A cache of hundreds of eggs discovered in China sheds new light on the development and nesting behavior of prehistoric, winged reptiles called pterosaurs.
Pterosaurs were fearsome-looking creatures that flew during the Lower Cretaceous period alongside dinosaurs. This particular species was believed to have a massive wingspan of up to 13 feet, and likely ate fish with their large teeth-filled jaws.
Researchers working in the Turpan-Hami Basin in northwestern China collected the eggs over a 10-year span from 2006 to 2016.
A single sandstone block held at least 215 well-preserved eggs that have mostly kept their shape. Sixteen of those eggs have embryonic remains of the pterosaur species Hamipterus tianshanensis, the researchers said in findings released today in Science.
The fossils in the area are so plentiful that scientists refer to it as "Pterosaur Eden," says Shunxing Jiang, a paleontologist at the Chinese Academy of Science's Institute of Vertebrate Paleontology and Paleoanthropology. "You can very easily find the pterosaur bones," he says, adding that they believe dozens more eggs might still lie hidden within the sandstone.

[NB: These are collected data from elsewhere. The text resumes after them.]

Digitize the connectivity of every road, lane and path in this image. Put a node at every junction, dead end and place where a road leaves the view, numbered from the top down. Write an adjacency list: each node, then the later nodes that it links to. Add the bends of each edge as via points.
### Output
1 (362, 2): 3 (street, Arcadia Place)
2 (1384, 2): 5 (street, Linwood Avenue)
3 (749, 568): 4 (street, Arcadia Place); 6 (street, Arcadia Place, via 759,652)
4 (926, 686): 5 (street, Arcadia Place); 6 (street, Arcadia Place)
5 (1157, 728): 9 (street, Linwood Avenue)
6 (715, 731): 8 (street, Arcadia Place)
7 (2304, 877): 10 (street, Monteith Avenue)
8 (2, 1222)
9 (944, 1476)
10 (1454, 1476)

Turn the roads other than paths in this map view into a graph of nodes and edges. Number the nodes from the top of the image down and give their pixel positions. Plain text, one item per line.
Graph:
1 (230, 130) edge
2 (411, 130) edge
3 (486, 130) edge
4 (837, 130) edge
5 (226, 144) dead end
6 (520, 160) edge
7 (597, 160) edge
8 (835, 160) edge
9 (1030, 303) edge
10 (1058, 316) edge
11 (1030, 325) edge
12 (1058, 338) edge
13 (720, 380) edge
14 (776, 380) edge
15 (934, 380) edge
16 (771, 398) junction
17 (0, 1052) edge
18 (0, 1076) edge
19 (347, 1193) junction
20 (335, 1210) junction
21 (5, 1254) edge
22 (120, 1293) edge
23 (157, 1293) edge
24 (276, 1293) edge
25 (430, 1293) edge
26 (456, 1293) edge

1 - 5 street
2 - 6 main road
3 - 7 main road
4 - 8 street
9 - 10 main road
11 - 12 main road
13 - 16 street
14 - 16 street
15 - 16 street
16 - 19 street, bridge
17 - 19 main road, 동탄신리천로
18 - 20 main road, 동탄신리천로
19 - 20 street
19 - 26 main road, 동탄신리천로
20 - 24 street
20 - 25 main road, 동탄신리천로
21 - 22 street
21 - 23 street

Prior to this discovery, only five other well-preserved pterosaur eggs had been found in this area and one had been found in Argentina.
The 16 fossilized embryos are at different stages of growth, revealing new information about how the reptiles developed. None of the embryos are complete, the paper states, and the scientists used computed tomography scanning to view what was inside.
The discovery has kicked off debate about whether the creatures could fly as soon as they hatched. Some previous theories had posited that they could, but the paper suggests otherwise. The research team found that the animal's hind leg bones were more developed than the wings at the time of hatching, and none of the embryos were found with teeth.
"Thus, newborns were likely to move around but were not able to fly, leading to the hypothesis that Hamipterus might have been less precocious than advocated for flying reptiles in general ... and probably needed some parental care," the paper reads.
A separate commentary in Science calls the study "remarkable" but cautions against drawing firm conclusions about how the animal moved immediately after hatching. That's because it's hard to pinpoint just how close to hatching the embryos actually were.
"An alternative perspective is that the embryos were much younger than estimated and not close to hatching and that the lack of growth of teeth is therefore unsurprising," writes D. Charles Deeming from the University of Lincoln in the U.K.
The sheer number of eggs found together, the researchers say, suggest they belonged to clutches from multiple female pterosaurs and indicate that the animals may have bred in colonies.
It's worth noting that the massive discovery does not appear to include a nest. Jiang says the eggs had been moved from the place they were originally laid and may have been carried by water after a series of storms hit the animals' nesting ground.
There are many more mysteries that remain about pterosaurs, Deeming writes, such as whether the eggs were buried as they developed and how many eggs were in each clutch. "Hopefully additional finds of equally spectacular fossils will help us answer such questions for pterosaurs and allow us to paint an increasingly complete picture of reproduction in these extinct species," he concludes.